Driving Dystopia: License Plate Readers Are Becoming Increasingly Common

There are two ways to look at this. Either it’s the second coming of the police radio, which made evading the police much more difficult in the second half of the 20th century, or an affront to our collective right to privacy.

What makes it tricky is that license plate readers and facial recognition tech works in tandem with a database and often keeps tabs on where you’ve been and where you’re going before a crime is committed. For some that’s a bridge too far, bordering on pre-crime — a term coined by science fiction author Philip K. Dick to criticize the criminal justice system’s tendency to focus on prospective harm, rather than acts actually committed.

Dystopian parallels aside, WIRED recently tried to assess the growth of these types of surveillance systems in the United States and Canada, addressing their evolution, deployment, and the surrounding criticisms.
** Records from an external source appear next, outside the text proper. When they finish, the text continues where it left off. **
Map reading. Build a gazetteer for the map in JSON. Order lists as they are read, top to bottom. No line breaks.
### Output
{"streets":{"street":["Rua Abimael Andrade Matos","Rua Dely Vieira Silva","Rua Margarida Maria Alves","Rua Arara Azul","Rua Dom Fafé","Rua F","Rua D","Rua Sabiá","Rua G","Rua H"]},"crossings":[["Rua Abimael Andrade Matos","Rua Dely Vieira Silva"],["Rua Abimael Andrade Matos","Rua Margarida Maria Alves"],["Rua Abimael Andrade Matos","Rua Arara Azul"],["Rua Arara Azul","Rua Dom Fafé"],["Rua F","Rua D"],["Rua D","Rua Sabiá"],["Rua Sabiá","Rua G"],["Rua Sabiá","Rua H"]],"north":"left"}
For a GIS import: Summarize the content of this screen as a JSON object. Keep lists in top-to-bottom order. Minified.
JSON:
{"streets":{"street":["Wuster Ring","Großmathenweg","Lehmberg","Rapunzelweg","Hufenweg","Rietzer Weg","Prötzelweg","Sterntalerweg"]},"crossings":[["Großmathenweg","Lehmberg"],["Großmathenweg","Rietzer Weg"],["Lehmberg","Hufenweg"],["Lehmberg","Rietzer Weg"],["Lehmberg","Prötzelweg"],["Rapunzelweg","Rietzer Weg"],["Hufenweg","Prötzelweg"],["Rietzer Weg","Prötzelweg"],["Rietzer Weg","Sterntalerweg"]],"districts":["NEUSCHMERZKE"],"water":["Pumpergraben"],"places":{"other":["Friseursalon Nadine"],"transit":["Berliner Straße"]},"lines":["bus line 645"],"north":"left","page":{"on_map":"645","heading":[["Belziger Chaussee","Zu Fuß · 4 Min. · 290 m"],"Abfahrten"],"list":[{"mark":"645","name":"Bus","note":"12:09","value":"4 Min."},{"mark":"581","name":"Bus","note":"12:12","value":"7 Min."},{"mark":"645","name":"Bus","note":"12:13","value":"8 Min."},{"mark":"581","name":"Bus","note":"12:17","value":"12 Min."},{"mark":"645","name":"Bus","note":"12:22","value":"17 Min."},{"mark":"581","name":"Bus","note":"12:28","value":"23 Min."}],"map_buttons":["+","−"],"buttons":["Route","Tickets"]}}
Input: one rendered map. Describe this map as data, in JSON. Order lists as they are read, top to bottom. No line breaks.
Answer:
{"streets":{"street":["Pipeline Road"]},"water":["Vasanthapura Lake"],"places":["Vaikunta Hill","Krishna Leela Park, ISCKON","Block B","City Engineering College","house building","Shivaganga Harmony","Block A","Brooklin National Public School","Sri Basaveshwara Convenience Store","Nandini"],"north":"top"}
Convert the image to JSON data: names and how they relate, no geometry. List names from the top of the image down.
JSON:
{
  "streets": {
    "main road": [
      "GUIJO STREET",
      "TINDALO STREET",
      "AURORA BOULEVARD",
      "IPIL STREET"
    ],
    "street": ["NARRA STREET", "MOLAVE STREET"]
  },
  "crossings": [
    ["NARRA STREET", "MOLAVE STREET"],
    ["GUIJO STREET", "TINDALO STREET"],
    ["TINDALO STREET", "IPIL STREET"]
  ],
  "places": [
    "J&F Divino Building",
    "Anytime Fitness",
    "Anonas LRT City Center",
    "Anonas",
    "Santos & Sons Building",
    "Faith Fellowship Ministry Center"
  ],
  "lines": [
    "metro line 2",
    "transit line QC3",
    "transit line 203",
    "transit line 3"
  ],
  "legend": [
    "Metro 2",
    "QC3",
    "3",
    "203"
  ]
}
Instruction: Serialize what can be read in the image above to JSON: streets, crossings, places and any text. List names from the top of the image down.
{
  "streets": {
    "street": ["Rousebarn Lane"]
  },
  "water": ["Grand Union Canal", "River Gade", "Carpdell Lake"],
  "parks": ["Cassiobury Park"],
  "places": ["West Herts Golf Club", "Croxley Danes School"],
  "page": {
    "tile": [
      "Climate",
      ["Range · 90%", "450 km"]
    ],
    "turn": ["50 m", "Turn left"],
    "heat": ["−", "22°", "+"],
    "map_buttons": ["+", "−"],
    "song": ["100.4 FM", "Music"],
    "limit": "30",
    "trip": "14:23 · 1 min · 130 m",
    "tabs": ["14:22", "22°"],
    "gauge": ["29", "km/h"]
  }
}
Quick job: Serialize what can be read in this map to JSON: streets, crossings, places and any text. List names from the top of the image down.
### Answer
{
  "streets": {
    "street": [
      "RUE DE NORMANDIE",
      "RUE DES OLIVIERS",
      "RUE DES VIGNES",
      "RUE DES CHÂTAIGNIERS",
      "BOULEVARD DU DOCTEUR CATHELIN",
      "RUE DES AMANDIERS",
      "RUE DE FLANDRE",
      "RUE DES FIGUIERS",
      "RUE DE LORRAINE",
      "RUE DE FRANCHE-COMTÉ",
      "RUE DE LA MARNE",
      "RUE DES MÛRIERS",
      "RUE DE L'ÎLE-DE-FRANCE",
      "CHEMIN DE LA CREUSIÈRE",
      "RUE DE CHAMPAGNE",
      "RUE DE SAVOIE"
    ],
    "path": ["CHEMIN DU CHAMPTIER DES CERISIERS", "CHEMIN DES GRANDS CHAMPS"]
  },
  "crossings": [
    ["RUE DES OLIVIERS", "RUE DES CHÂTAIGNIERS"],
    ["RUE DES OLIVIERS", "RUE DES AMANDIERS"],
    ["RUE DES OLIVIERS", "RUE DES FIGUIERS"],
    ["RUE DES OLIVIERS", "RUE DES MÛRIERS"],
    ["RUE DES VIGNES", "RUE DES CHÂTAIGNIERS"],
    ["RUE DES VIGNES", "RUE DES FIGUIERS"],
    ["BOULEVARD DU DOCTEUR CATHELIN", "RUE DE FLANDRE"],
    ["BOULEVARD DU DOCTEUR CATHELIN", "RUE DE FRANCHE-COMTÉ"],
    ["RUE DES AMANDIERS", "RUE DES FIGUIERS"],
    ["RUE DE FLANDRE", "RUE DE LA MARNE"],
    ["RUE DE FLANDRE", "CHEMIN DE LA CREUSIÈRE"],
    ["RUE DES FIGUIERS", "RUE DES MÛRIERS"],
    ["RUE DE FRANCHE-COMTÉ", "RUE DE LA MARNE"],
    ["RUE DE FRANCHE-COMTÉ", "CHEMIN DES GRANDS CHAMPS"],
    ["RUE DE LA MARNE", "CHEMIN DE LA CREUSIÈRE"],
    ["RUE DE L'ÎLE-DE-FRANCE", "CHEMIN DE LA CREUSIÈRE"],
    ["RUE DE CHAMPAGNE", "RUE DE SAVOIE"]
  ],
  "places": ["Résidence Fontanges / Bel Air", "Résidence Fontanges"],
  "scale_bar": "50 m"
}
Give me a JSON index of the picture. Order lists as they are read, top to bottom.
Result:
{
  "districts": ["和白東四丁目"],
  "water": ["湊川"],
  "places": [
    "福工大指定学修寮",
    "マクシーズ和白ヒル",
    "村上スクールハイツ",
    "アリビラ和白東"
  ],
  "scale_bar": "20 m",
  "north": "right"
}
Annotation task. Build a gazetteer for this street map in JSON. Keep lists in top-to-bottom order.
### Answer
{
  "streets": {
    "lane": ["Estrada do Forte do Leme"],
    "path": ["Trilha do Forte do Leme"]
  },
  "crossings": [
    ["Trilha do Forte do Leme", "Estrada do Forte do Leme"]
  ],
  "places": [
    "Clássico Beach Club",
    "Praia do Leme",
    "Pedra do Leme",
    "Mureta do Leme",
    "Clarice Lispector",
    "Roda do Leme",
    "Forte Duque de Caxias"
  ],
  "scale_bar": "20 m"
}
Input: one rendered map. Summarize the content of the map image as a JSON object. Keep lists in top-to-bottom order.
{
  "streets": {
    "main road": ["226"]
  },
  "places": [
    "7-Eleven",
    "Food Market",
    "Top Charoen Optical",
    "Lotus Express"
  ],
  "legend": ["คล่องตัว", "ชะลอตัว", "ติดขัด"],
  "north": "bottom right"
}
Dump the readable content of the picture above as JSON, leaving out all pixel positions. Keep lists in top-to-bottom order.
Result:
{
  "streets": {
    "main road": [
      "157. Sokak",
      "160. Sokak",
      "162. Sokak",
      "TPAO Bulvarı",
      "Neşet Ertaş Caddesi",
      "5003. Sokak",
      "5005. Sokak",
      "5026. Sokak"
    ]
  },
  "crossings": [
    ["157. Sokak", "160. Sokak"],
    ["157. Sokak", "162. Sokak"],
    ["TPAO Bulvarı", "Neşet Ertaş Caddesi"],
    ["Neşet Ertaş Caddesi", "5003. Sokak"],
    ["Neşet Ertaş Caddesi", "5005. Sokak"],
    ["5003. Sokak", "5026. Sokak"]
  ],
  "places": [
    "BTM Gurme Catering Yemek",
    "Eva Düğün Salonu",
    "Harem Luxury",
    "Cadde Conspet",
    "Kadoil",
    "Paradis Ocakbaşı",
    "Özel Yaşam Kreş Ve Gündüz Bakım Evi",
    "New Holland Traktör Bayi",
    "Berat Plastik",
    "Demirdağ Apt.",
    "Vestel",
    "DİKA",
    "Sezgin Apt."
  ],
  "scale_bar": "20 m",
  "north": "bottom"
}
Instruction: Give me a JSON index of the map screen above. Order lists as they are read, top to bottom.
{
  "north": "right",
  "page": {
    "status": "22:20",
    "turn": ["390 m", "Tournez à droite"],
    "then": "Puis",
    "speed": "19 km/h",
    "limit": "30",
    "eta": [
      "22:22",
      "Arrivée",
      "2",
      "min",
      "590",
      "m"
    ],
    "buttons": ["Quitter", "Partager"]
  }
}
Using Rotterdam, New York, as an example, the outlet noted the town’s department only has 45 officers on staff, yet still manages to log the license plates of around 10,000 vehicles each day as they move through the city. Jeffrey Collins, a lieutenant who supervises the department’s uniform division, said the system opened up new doors. Tracking data is kept and officers can parse through it to identify a vehicle and then cross-reference its plate, make, model and color.

“Let’s say for instance you had a bank robbed,” he theorized. “You can look back and see every car that passed.”

From WIRED:

The tech industry’s current enthusiasm for AI was kindled by a research breakthrough in 2012 that vastly improved the ability of software to recognize objects in photos. One result is progress on still-nascent projects such as autonomous vehicles and software that diagnoses cancer. In the real world, more straightforward applications of the technology have made tracking faces or license plates much cheaper and more accurate.

Automated license plate readers, or ALPRs, first appeared at police departments in the 2000s, as specialized and expensive cameras. Collins says today those devices typically cost $15,000 to $20,000. But last year Rotterdam embraced a newer generation of ALPR technology, software that can discern plates from more or less any conventional security camera. Rotterdam’s supplier Rekor Systems charges as little as $50 a month to read plates from a single camera.

“The software is a lot more cost effective than buying a full system,” says Collins. “That can change everything.” Drivers in Rotterdam used to be watched by three conventional license plate readers, two fixed and one mounted to a police vehicle. Now, five of the town’s public security cameras also are connected to Rekor’s software, significantly expanding the police’s view of the movements of local vehicles.

Rekor is hardly alone. The tech industry is sprinting to see who can deliver the best surveillance hardware possible and dozens of companies have come out of the woodwork to participate. Some cater to police departments while others focus on home security, but their goals are largely the same. While some have identified the potential for harm, even these concerns are narrow in scope.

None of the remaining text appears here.